How do I prove the identities of these questions?

Question

How do I prove the identities of these questions?

$$ \frac{1+\tan^2 u}{1-\tan^2u}= \frac{1}{\cos^2u-\sin^2u} \tag1 \\ $$ $$ \frac{\sin x + \sin(5x)}{\cos x+\cos(5x)} = \tan(3x) \tag2 $$

Do I substitute the value for the sin or tan first when solving this? I'm confused.

Answer 1

You will need two facts, first the definition of tangent, second main trigonometric identity: $$ \tan x= \frac{\sin x}{\cos x} \\ \sin^2x + \cos^2x = 1 $$

Using that you may transform $(1)$ as: $$ \frac{1+\tan^2u}{1-\tan^2u} = \frac{1+\frac{\sin^2u}{\cos^2u}}{1-\frac{\sin^2u}{\cos^2u}} =\\ = \frac{\frac{\cos^2u + \sin^2u}{\cos^2u}}{\frac{\cos^2u - \sin^2u}{\cos^2u}} = \frac{1}{\cos^2u} \cdot \frac{\cos^2u}{\cos^2u-\sin^2u} = \frac{1}{\cos^2u-\sin^2u} $$

The original $(2)$ which is: $$ \sin x + \frac{\sin 5x}{\cos x + \cos 5x} = \tan 3x $$ is false as shown in another answer (take $x={\pi \over 4}$ for instance). Here is a visualization of LHS and RHS

Answer 2

A very common strategy is to rewrite the expression and take the common denominator. Usually, this leads to an expression which can be simplified more easily.

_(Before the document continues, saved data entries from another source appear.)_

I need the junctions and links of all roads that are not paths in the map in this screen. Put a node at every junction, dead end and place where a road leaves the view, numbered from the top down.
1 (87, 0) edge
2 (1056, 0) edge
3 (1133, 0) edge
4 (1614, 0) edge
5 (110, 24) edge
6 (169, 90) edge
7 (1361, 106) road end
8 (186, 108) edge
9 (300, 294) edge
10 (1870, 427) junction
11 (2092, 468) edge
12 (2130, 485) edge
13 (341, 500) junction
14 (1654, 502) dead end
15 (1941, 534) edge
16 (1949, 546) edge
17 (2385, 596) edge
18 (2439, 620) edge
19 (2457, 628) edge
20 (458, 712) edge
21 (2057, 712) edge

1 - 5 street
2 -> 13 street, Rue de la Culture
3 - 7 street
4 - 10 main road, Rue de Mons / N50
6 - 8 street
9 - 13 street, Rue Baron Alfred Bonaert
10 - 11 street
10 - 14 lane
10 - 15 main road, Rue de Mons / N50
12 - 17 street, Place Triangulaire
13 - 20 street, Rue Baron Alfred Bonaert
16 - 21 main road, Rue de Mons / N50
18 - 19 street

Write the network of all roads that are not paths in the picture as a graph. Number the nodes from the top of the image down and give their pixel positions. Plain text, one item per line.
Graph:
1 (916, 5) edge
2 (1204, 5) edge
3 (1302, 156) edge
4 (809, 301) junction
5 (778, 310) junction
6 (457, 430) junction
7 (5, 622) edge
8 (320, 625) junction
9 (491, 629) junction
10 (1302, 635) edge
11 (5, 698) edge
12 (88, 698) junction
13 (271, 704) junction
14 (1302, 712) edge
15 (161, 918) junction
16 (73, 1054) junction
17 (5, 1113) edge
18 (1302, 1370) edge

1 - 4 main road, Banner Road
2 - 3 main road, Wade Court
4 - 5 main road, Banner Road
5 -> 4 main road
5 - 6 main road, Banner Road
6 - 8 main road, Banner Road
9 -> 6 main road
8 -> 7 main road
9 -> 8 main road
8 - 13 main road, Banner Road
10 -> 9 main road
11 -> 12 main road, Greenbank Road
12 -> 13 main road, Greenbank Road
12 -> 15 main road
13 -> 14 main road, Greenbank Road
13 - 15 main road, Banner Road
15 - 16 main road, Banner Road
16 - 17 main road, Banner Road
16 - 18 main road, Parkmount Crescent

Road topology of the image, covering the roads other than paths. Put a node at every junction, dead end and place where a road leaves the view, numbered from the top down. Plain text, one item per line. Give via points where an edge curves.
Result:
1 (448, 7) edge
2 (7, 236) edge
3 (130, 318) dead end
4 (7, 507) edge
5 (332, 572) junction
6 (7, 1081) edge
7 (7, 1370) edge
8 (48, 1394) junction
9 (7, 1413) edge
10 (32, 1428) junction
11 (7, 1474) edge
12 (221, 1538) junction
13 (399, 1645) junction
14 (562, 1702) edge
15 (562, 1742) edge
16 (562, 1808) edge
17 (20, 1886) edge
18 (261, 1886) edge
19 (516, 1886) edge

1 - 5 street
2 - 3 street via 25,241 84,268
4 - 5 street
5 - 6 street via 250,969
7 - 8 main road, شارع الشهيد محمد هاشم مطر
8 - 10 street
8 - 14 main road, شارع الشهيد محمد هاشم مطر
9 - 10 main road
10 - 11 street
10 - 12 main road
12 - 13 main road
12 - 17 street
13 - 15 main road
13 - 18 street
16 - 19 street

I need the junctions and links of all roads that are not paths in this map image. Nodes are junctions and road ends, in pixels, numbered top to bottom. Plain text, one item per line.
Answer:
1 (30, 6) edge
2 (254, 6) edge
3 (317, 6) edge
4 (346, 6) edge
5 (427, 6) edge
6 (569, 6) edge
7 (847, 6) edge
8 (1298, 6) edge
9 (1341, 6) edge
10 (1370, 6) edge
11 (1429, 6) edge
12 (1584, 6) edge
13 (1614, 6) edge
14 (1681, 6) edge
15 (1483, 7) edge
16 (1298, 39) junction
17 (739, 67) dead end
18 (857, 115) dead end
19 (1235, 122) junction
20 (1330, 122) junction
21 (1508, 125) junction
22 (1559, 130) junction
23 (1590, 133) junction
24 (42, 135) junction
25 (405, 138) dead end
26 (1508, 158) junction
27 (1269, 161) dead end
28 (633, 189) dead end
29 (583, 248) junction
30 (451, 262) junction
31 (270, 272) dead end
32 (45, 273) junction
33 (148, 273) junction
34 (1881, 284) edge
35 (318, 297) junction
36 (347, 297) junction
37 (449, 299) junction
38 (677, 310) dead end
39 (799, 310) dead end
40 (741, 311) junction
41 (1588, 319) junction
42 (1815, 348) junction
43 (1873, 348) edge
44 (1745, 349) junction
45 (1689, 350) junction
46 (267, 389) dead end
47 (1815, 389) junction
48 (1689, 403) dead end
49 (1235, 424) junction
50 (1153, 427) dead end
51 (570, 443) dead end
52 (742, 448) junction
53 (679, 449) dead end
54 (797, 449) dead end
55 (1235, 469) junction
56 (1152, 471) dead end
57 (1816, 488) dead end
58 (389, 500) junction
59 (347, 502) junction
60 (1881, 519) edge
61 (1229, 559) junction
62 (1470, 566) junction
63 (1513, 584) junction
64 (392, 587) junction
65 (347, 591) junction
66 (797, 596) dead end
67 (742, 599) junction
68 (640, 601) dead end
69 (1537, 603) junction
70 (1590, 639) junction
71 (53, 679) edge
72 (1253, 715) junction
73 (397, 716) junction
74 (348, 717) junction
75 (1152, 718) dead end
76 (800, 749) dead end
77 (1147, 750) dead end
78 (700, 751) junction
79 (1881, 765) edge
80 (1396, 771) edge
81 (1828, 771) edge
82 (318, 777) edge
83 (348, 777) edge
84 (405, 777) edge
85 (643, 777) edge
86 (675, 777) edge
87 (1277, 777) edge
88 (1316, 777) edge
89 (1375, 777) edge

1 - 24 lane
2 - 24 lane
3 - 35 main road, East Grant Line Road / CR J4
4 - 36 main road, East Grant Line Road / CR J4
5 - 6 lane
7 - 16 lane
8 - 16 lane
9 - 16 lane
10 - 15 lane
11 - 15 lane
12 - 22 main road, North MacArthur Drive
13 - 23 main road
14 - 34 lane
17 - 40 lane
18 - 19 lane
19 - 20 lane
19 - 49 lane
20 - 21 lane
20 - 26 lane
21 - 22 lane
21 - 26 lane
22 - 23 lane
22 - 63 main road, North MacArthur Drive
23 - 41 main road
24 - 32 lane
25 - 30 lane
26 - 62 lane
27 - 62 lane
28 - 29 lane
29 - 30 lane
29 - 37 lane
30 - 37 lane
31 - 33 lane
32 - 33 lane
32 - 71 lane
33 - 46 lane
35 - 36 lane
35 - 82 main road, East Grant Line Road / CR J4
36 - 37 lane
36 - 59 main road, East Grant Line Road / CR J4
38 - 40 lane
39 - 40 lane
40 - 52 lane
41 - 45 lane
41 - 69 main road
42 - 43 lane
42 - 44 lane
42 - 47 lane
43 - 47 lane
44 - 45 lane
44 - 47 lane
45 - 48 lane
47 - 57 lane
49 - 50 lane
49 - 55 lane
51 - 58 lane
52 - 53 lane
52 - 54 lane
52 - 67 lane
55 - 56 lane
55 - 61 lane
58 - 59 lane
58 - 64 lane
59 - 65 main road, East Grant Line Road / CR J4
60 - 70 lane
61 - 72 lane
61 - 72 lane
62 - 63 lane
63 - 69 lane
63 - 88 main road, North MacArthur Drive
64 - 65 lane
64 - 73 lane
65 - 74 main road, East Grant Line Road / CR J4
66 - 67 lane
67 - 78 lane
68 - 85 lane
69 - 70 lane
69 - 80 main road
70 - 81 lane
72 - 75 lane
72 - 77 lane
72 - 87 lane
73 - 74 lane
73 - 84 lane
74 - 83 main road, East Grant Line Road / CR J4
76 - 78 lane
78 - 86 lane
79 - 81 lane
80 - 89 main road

The most commonly used identity is the Pythagorean Identity, or

$$\color{blue}{\sin^2 \theta+\cos^2 \theta = 1}$$

which is used in almost all such questions. It is also important to note the obvious $\tan x = \frac{\sin x}{\cos x}$, which also helps greatly.

$$\frac{1+\tan^2 u}{1-\tan^2u} = \frac{1}{\cos^2u-\sin^2u} \tag1 \\$$

$$\frac{1+\frac{\sin^2 u}{\cos^2 u}}{1-\frac{\sin^2 u}{\cos^2 u}} = \frac{1}{\cos^2u-\sin^2u}$$

$$\frac{\frac{\cos^2 u+\sin^2 u}{\cos^2 u}}{\frac{\cos^2u-\sin^2 u}{\cos^2 u}}= \frac{1}{\cos^2u-\sin^2u}$$

$$\frac{\cos^2u+\sin^2u}{\cos^2u-\sin^2u} = \frac{1}{\cos^2u-\sin^2u}$$

$$\frac{1}{\cos^2u-\sin^2u} = \frac{1}{\cos^2u-\sin^2u}$$

The second identity is just incorrect and false.

$$\color{red}{\sin x+\frac{\sin(5x)}{\cos x+\cos(5x)} \neq \tan(3x)} \tag2$$

Take $x = \frac{\pi}{4}$. Clearly, the RHS becomes $\tan\frac{3\pi}{4}$, which becomes $-1$. However, the LHS is undefined as $\cos\frac{\pi}{4}+\cos\frac{5\pi}{4}$ becomes $0$.

Edit: It has been mentioned in the comment below that perhaps it was a typo on your part. In this case, the following identity has to be proven:

$$\frac{\sin x+\sin(5x)}{\cos x+\cos(5x)} = \tan(3x) \tag{2}$$

Here, you use what are known as the Sum-to-Product identities:

$$\color{blue}{\sin\alpha+\sin\beta = 2\sin\bigg(\frac{\alpha+\beta}{2}\bigg)\cos\bigg(\frac{\alpha-\beta}{2}\bigg)}$$

$$\color{blue}{\cos\alpha+\cos\beta = 2\cos\bigg(\frac{\alpha+\beta}{2}\bigg)\cos\bigg(\frac{\alpha-\beta}{2}\bigg)}$$

Using these, you get

$$\frac{2\sin(3x)\cos(-4x)}{2\cos(3x)\cos(-4x)} = \tan(3x)$$

$$\frac{\sin(3x)}{\cos(3x)} = \tan(3x)$$

$$\tan(3x) = \tan(3x)$$

Answer 3

For the first one: $$\frac{1}{\cos^2(u)-\sin^2(u)} =\frac{\cos^2(u)+\sin^2(u)}{\cos^2(u)-\sin^2(u)}.$$ Now divide numerator and denominator by $\cos^2(u)$.